◆ What is being asked ◆
From the data below, copy out every line in which the word "Leipziger" occurs.

─── Input ───

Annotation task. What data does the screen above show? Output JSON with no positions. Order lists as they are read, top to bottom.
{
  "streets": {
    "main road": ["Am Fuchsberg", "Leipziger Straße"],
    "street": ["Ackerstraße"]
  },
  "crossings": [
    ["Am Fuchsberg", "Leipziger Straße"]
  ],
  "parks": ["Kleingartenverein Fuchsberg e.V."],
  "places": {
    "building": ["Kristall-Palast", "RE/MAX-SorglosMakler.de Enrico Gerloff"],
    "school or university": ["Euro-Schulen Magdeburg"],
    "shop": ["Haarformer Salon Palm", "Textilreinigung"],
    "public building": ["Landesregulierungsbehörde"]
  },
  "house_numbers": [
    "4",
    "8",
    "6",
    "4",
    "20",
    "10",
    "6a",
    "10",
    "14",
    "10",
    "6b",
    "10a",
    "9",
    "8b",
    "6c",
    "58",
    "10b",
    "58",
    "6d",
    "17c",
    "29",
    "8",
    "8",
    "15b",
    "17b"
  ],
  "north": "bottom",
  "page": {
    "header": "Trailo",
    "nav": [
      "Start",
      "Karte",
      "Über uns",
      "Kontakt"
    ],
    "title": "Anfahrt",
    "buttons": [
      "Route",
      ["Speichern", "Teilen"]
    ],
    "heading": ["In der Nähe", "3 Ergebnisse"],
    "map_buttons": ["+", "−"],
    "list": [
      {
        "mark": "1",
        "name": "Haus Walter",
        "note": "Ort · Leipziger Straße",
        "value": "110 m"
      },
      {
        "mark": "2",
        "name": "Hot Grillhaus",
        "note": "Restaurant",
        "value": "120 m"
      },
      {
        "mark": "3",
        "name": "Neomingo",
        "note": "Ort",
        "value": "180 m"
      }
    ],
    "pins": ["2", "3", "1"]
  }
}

───

◆ Solution for this task ◆
    "main road": ["Am Fuchsberg", "Leipziger Straße"],
    ["Am Fuchsberg", "Leipziger Straße"]
        "note": "Ort · Leipziger Straße",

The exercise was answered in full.